*** DATASET Section Begins ***

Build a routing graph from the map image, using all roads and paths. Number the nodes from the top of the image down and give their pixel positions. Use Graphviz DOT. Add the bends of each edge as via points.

*** DATASET Section Ends ***
*** DATASET Section Begins ***

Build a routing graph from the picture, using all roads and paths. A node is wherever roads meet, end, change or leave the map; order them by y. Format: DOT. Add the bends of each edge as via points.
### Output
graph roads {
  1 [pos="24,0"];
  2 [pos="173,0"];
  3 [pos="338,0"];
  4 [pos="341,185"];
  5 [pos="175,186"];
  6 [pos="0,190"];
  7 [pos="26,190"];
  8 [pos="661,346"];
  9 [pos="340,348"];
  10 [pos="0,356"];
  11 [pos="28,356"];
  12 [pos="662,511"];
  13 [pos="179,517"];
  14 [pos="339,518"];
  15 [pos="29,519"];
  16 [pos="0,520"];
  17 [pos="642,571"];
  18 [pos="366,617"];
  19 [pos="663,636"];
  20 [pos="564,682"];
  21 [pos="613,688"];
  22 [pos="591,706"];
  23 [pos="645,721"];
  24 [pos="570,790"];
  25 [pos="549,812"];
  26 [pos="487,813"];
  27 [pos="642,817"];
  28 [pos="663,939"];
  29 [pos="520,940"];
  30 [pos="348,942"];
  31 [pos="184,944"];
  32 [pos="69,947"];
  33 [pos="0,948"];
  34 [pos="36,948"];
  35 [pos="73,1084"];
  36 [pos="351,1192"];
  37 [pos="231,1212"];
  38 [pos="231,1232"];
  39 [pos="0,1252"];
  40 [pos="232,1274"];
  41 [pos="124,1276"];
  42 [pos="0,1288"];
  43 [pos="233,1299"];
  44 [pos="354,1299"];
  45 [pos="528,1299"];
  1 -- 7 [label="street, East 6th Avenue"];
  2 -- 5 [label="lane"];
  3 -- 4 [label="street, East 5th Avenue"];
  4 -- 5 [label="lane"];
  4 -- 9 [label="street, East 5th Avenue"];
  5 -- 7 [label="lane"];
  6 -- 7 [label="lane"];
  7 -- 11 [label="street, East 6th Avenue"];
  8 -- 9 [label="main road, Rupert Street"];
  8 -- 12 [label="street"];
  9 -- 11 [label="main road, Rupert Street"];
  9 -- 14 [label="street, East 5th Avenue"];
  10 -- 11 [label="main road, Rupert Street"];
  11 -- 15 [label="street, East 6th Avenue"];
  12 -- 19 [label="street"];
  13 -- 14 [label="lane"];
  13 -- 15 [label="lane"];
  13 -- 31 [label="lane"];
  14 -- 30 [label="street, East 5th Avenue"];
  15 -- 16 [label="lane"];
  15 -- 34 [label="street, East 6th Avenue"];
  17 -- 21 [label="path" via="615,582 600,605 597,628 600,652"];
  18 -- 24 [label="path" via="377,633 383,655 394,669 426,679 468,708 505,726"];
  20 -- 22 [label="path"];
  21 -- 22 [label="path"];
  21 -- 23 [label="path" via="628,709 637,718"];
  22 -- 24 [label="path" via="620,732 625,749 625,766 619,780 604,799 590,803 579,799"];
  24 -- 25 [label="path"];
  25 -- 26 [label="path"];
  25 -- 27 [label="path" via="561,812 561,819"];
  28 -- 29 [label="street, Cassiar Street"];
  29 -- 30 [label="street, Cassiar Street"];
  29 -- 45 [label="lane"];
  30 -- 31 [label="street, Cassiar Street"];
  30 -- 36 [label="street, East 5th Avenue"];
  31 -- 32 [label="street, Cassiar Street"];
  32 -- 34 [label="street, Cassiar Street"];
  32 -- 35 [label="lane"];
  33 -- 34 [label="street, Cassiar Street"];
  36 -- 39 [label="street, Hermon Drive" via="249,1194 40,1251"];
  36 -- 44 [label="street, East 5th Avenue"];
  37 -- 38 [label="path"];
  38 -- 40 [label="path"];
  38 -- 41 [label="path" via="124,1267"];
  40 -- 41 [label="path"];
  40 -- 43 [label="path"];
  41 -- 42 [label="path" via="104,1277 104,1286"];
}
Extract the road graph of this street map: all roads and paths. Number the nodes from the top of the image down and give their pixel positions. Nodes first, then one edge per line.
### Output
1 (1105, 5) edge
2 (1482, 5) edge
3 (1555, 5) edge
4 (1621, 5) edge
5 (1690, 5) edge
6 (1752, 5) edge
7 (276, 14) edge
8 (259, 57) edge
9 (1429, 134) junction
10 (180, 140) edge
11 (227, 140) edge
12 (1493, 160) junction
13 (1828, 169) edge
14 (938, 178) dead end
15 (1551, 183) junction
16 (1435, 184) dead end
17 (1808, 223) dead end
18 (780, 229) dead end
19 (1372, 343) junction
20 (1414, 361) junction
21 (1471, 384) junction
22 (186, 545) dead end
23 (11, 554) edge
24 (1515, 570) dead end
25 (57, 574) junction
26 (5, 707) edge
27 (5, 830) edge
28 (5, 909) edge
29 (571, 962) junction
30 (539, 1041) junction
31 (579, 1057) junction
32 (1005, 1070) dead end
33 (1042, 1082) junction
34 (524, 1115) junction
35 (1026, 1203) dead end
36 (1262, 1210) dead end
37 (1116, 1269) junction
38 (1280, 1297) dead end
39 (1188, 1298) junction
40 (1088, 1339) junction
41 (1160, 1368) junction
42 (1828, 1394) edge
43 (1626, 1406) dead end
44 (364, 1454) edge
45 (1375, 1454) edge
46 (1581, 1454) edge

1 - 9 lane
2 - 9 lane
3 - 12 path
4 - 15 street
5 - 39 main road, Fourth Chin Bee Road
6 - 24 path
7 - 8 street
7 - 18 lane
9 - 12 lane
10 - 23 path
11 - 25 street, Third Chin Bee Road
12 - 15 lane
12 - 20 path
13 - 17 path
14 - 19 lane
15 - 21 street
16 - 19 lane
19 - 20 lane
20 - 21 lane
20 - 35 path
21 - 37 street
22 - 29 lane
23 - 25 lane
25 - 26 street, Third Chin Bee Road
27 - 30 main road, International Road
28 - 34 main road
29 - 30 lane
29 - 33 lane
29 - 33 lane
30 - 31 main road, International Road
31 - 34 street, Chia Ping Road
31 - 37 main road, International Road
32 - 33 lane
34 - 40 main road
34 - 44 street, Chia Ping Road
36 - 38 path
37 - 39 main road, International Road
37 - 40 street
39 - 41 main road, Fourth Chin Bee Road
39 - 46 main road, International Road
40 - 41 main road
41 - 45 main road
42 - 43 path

*** DATASET Section Ends ***
*** DATASET Section Begins ***

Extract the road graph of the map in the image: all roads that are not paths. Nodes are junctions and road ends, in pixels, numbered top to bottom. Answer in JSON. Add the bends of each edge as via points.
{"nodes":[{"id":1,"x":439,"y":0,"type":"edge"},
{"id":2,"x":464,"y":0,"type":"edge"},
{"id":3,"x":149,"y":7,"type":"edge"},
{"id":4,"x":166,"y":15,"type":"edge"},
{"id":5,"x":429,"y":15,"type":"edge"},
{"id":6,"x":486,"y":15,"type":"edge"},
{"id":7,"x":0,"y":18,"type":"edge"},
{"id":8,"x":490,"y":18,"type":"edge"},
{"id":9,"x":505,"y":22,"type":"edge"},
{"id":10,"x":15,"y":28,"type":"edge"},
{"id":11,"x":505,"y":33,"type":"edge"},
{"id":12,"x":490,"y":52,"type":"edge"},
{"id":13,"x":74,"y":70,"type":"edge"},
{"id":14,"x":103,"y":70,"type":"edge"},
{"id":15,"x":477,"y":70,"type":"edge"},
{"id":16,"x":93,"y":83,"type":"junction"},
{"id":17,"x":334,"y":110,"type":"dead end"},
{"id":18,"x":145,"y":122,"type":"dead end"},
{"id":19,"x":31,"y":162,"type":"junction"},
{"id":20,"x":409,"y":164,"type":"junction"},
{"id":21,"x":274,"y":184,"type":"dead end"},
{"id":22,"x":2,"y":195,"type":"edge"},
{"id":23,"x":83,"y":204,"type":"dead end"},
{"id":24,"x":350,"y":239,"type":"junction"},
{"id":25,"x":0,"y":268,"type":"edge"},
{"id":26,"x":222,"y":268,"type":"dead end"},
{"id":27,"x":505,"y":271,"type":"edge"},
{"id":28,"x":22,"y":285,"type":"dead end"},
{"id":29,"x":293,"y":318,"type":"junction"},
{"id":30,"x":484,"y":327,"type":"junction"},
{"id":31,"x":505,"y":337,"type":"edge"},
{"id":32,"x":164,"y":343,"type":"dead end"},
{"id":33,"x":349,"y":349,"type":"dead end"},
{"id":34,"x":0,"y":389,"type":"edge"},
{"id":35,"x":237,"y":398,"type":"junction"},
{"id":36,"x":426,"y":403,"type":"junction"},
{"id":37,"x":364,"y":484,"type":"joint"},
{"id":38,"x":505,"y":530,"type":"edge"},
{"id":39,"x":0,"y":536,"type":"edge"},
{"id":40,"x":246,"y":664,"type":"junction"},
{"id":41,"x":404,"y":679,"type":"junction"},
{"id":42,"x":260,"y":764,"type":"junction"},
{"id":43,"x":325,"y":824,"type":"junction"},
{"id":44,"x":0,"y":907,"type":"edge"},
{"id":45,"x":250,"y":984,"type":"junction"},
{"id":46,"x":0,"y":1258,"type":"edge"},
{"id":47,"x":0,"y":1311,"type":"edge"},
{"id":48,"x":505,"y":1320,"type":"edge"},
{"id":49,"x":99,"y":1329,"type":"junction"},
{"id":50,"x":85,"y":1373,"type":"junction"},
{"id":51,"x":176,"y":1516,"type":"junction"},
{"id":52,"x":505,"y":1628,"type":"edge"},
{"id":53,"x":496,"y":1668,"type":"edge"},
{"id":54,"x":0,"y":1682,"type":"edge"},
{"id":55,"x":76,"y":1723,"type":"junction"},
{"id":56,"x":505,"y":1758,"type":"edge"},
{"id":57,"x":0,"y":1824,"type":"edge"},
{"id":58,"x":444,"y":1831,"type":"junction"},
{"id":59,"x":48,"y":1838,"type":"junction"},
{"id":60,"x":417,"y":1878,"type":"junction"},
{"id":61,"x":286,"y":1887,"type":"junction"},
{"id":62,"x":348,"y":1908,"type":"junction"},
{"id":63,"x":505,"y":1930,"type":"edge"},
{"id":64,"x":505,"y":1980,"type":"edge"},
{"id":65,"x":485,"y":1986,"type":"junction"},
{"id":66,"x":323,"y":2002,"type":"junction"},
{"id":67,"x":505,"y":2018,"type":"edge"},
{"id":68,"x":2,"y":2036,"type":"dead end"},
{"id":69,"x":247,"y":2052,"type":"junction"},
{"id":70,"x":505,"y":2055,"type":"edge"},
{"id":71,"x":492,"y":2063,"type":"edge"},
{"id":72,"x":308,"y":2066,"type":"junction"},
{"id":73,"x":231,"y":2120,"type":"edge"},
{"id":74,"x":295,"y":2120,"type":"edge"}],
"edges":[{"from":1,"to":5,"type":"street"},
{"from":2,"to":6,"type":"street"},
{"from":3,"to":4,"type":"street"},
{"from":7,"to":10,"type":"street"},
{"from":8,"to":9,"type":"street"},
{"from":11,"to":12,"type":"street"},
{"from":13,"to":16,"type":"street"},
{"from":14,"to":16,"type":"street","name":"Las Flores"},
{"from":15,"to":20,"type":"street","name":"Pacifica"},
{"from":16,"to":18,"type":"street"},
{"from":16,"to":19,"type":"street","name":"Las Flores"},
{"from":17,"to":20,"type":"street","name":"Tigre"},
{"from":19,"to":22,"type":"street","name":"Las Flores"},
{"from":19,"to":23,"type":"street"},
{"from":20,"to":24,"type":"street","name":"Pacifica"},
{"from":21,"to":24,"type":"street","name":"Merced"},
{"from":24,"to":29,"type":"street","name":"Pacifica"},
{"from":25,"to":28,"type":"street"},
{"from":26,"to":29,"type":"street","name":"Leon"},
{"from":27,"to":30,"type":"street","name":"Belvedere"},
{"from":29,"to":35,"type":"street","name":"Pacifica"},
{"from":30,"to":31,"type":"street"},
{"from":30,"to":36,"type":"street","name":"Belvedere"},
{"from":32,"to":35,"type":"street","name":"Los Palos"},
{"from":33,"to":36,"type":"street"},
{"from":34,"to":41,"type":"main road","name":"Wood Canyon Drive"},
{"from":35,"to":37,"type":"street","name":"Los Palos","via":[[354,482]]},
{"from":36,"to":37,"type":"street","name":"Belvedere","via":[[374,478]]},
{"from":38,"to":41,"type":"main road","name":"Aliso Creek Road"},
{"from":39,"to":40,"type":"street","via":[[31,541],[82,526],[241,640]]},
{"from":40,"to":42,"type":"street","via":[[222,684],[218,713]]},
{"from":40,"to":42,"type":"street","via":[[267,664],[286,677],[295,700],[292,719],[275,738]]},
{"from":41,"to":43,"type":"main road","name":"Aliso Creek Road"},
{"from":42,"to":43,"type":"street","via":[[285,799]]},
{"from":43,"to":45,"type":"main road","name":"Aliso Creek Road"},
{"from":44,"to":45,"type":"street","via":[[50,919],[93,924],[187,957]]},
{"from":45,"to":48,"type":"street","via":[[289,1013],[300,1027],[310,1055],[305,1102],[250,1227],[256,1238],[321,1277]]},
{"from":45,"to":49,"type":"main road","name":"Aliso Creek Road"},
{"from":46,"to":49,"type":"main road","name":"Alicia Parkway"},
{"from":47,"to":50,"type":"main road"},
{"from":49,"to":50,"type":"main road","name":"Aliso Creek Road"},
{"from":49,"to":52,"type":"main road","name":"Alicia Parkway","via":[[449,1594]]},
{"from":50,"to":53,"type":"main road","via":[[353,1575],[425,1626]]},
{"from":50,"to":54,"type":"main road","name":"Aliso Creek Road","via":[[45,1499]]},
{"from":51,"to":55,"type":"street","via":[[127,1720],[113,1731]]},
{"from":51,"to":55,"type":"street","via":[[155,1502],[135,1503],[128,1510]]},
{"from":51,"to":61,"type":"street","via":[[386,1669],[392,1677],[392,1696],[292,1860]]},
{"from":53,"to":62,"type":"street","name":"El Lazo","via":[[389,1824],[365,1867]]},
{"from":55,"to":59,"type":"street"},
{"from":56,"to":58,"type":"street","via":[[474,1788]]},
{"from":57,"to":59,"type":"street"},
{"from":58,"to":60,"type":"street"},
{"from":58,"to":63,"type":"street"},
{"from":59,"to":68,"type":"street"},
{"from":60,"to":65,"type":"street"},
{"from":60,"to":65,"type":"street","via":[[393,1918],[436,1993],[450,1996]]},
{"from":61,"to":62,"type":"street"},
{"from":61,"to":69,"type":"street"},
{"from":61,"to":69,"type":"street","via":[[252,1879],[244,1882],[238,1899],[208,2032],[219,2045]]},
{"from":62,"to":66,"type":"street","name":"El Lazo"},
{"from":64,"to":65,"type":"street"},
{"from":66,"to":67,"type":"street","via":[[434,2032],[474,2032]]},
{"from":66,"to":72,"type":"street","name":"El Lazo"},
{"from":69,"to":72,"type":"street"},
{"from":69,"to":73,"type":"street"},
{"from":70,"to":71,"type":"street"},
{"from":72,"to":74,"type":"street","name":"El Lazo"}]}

*** DATASET Section Ends ***

EXERCISE REQUIREMENTS: Scan the records above. Return every line with "using" in it.

RESULT OF THIS EXERCISE:
Build a routing graph from the map image, using all roads and paths. Number the nodes from the top of the image down and give their pixel positions. Use Graphviz DOT. Add the bends of each edge as via points.
Build a routing graph from the picture, using all roads and paths. A node is wherever roads meet, end, change or leave the map; order them by y. Format: DOT. Add the bends of each edge as via points.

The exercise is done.